Records from a data collection
****
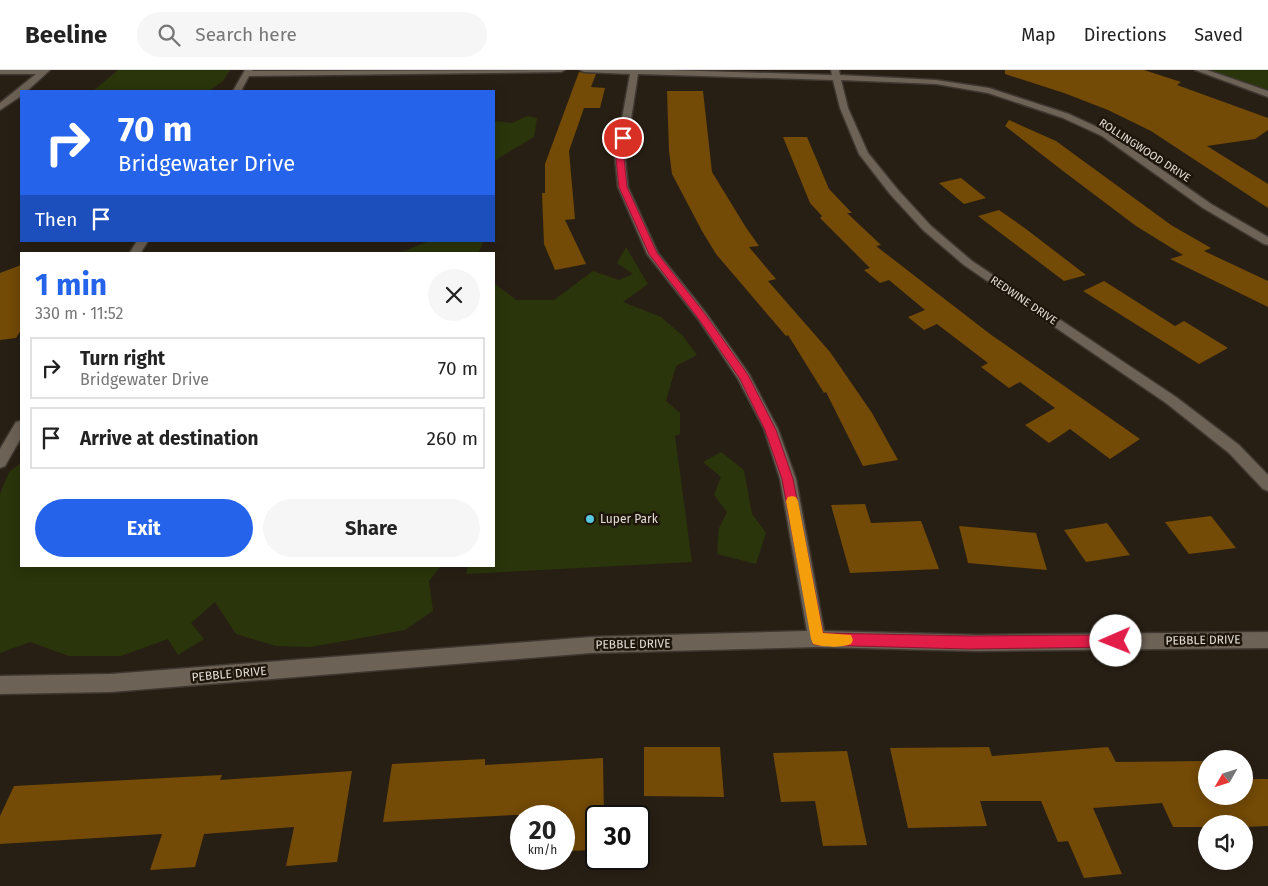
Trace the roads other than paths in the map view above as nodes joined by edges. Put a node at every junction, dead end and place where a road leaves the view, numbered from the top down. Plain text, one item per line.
1 (561, 70) edge
2 (584, 70) edge
3 (1199, 70) edge
4 (45, 71) edge
5 (0, 72) edge
6 (248, 72) edge
7 (634, 72) junction
8 (836, 73) edge
9 (24, 90) edge
10 (239, 90) edge
11 (20, 93) edge
12 (1268, 94) edge
13 (0, 107) edge
14 (1268, 242) edge
15 (20, 428) edge
16 (0, 462) edge
17 (1268, 485) edge
18 (817, 639) junction
19 (1268, 640) edge
20 (0, 685) edge

1 - 6 street
2 - 7 street, ROLLINGWOOD DRIVE
3 - 12 street
4 - 5 street
4 - 9 street
6 - 10 street
7 - 8 street, ROLLINGWOOD DRIVE
7 - 18 street
8 - 14 street, ROLLINGWOOD DRIVE
8 - 17 street, REDWINE DRIVE
11 - 13 street
15 - 16 street
18 - 19 street, PEBBLE DRIVE
18 - 20 street, PEBBLE DRIVE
****
> **TASK GOAL**:
Transcribe every entry exactly, omitting pictures.

> **EXPECTED OUTPUT**:
Trace the roads other than paths in the map view above as nodes joined by edges. Put a node at every junction, dead end and place where a road leaves the view, numbered from the top down. Plain text, one item per line.
1 (561, 70) edge
2 (584, 70) edge
3 (1199, 70) edge
4 (45, 71) edge
5 (0, 72) edge
6 (248, 72) edge
7 (634, 72) junction
8 (836, 73) edge
9 (24, 90) edge
10 (239, 90) edge
11 (20, 93) edge
12 (1268, 94) edge
13 (0, 107) edge
14 (1268, 242) edge
15 (20, 428) edge
16 (0, 462) edge
17 (1268, 485) edge
18 (817, 639) junction
19 (1268, 640) edge
20 (0, 685) edge

1 - 6 street
2 - 7 street, ROLLINGWOOD DRIVE
3 - 12 street
4 - 5 street
4 - 9 street
6 - 10 street
7 - 8 street, ROLLINGWOOD DRIVE
7 - 18 street
8 - 14 street, ROLLINGWOOD DRIVE
8 - 17 street, REDWINE DRIVE
11 - 13 street
15 - 16 street
18 - 19 street, PEBBLE DRIVE
18 - 20 street, PEBBLE DRIVE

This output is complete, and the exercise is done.